Task to carry out =>
Lines below starting with the line with "thumb cmc: (423, 561)" and going on through the line with "ring tip: (200, 187)" must be output exactly; the rest of the records must be left out.

Pixel coordinate listings:
§

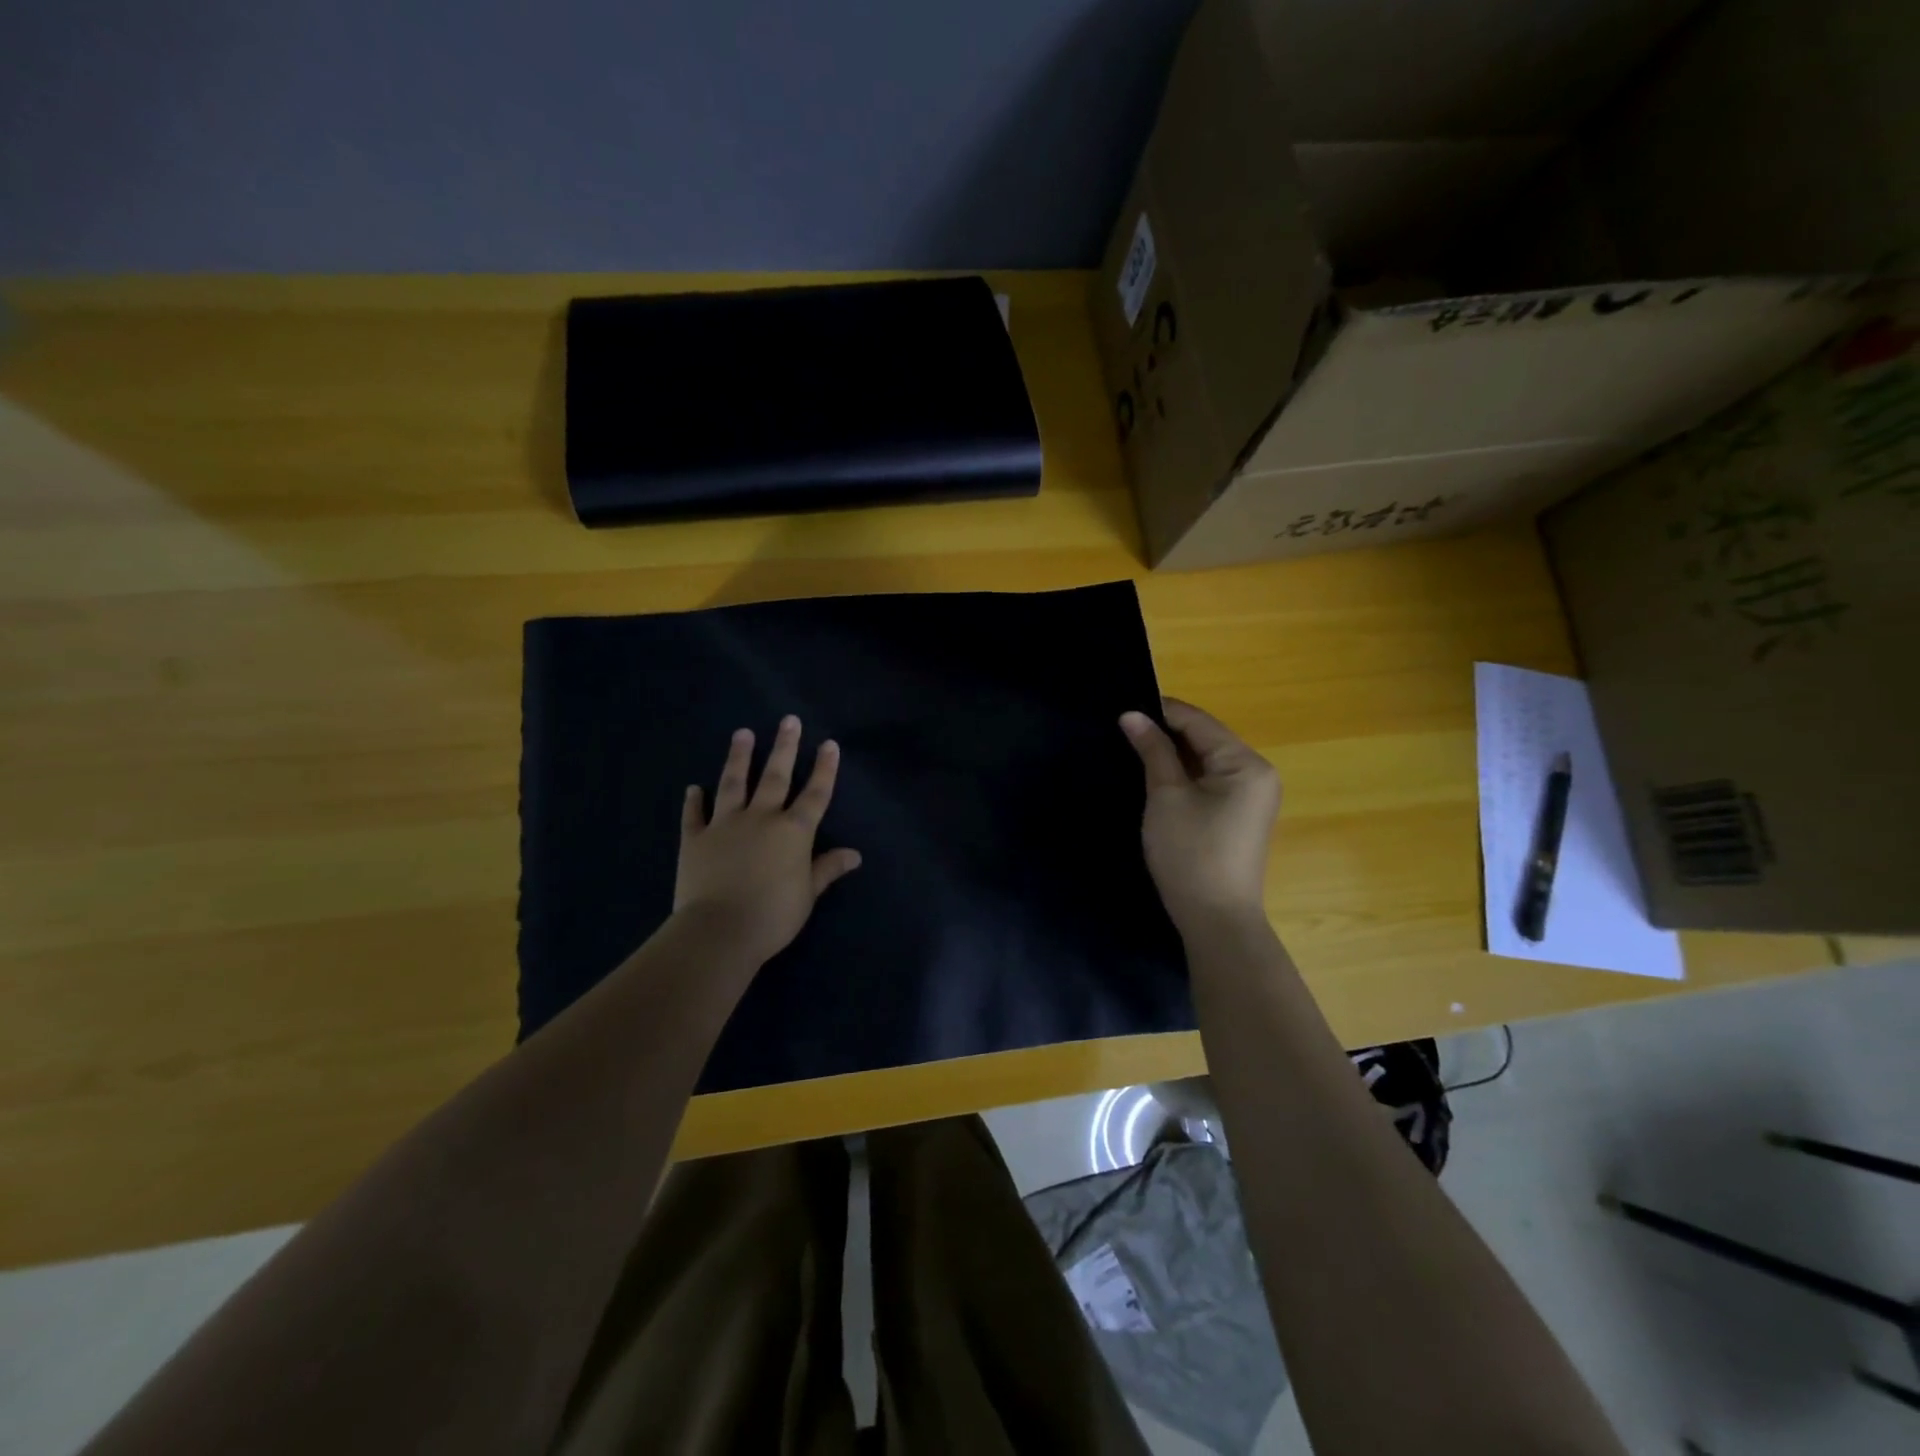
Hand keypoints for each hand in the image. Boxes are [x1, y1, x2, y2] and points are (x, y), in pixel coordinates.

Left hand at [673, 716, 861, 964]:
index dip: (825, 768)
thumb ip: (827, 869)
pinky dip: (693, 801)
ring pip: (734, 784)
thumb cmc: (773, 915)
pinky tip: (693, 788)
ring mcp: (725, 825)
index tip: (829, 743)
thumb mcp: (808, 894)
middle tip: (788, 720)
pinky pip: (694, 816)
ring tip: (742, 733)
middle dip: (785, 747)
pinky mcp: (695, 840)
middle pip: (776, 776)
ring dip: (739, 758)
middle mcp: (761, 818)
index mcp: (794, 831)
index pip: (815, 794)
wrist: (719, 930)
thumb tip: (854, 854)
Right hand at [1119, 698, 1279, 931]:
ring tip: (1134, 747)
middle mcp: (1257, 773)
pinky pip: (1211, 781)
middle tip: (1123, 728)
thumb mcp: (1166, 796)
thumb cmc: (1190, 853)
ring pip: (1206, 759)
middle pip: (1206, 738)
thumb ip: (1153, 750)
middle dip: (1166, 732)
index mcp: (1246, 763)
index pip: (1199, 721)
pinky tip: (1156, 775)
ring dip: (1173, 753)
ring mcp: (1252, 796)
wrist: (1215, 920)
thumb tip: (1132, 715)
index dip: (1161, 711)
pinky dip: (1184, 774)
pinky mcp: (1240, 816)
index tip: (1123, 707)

§

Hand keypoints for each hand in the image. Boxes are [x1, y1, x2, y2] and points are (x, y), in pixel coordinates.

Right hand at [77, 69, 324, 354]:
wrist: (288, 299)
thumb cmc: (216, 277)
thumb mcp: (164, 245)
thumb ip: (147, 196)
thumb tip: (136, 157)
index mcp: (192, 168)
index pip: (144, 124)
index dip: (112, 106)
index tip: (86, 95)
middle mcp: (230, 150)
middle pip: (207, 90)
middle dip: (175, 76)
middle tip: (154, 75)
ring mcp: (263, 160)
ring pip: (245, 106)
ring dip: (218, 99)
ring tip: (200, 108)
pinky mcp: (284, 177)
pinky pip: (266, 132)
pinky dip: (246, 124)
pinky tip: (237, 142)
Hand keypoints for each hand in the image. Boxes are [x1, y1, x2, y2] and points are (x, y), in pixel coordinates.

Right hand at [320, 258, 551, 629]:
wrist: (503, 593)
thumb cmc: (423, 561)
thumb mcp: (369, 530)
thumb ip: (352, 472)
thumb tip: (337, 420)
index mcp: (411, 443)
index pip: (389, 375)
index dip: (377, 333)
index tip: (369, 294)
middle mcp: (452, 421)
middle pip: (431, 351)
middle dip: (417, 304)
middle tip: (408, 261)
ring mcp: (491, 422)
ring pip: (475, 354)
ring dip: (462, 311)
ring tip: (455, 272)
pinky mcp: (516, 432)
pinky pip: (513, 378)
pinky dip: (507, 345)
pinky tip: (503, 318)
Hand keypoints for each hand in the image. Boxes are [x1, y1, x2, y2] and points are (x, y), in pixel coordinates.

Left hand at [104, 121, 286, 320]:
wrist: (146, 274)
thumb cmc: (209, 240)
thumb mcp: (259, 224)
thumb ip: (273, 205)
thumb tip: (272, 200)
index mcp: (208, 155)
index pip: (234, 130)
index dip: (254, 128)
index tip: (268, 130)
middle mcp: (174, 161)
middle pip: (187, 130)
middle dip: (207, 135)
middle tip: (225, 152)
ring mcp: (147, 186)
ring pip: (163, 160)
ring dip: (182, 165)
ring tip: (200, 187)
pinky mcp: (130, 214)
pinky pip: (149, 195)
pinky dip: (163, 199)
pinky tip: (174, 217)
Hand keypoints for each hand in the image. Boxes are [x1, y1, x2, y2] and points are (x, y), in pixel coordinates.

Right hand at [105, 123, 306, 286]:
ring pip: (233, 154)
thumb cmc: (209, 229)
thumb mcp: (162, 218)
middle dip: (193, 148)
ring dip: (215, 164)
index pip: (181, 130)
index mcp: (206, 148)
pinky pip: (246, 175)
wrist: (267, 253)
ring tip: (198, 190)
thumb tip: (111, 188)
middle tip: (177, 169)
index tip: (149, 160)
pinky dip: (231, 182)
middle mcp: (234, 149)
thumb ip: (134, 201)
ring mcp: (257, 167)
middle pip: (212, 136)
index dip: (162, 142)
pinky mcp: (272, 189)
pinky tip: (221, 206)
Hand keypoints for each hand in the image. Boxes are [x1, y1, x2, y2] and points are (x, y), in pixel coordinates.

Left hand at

§

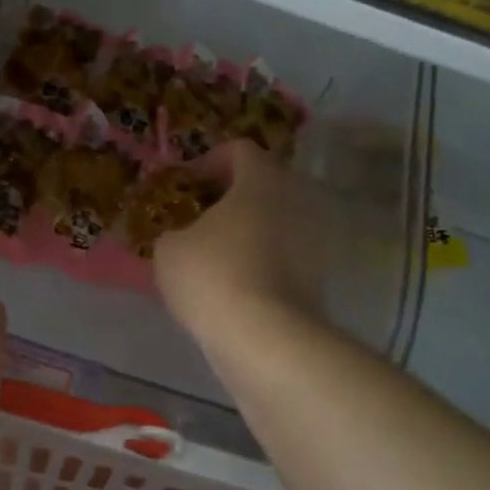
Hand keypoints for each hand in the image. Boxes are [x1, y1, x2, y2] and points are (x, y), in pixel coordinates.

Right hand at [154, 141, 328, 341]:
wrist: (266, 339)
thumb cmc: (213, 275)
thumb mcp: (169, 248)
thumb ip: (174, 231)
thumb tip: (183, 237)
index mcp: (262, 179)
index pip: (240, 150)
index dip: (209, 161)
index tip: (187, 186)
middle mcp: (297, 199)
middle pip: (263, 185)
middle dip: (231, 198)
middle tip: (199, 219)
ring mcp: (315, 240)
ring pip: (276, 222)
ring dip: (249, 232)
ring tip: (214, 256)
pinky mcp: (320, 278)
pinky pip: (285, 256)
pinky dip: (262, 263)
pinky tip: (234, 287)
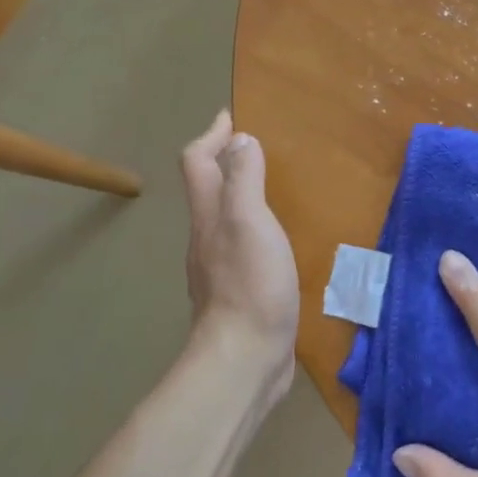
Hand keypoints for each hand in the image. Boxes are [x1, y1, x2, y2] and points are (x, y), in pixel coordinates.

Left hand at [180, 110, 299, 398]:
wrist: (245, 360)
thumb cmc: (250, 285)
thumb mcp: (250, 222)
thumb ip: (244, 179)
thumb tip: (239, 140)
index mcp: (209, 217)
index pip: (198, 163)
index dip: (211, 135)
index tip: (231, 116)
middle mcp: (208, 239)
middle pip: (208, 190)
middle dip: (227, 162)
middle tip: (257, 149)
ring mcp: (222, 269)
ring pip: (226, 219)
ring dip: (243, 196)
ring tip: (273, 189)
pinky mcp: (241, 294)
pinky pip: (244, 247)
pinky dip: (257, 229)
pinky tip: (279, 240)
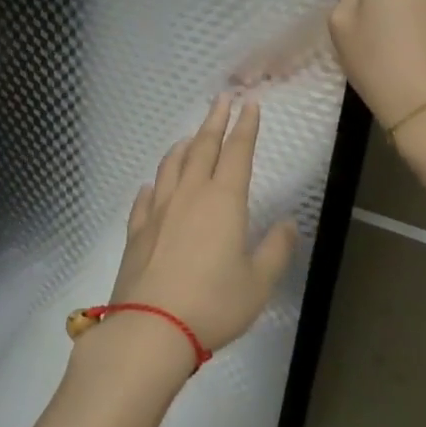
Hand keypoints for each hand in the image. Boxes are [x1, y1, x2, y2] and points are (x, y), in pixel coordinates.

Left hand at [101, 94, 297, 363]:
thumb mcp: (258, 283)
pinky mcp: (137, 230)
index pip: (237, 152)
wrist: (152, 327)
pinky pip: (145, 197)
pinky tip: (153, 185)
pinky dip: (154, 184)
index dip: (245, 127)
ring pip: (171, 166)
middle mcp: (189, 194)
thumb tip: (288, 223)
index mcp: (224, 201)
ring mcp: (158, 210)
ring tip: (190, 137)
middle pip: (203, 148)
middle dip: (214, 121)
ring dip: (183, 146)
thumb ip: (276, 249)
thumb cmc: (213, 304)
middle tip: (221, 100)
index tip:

§

Answer section =>
thumb cmc: (423, 561)
thumb mcp: (369, 530)
thumb ip: (352, 472)
thumb tip: (337, 420)
index mcp: (411, 443)
index pip: (389, 375)
index dip: (377, 333)
index tip: (369, 294)
middle mcp: (452, 421)
middle pip: (431, 351)
middle dip: (417, 304)
middle tip: (408, 261)
ring mcp: (491, 422)
ring pip: (475, 354)
ring dip: (462, 311)
ring tip: (455, 272)
pinky mcp: (516, 432)
pinky pip: (513, 378)
pinky dip: (507, 345)
pinky tip: (503, 318)
Hand keypoints for each hand in the image. Boxes are [x1, y1, x2, y2] and points are (x, y), in pixel coordinates.

Left hand at [104, 121, 286, 320]:
wrist: (146, 274)
thumb cmc: (209, 240)
thumb mcp: (259, 224)
thumb ip: (273, 205)
thumb tip: (272, 200)
index mcp: (208, 155)
index pip: (234, 130)
index dip: (254, 128)
index tip: (268, 130)
middle mcp: (174, 161)
middle pip: (187, 130)
middle dip: (207, 135)
middle tip: (225, 152)
ring mcp: (147, 186)
ring pip: (163, 160)
ring dip: (182, 165)
ring tip: (200, 187)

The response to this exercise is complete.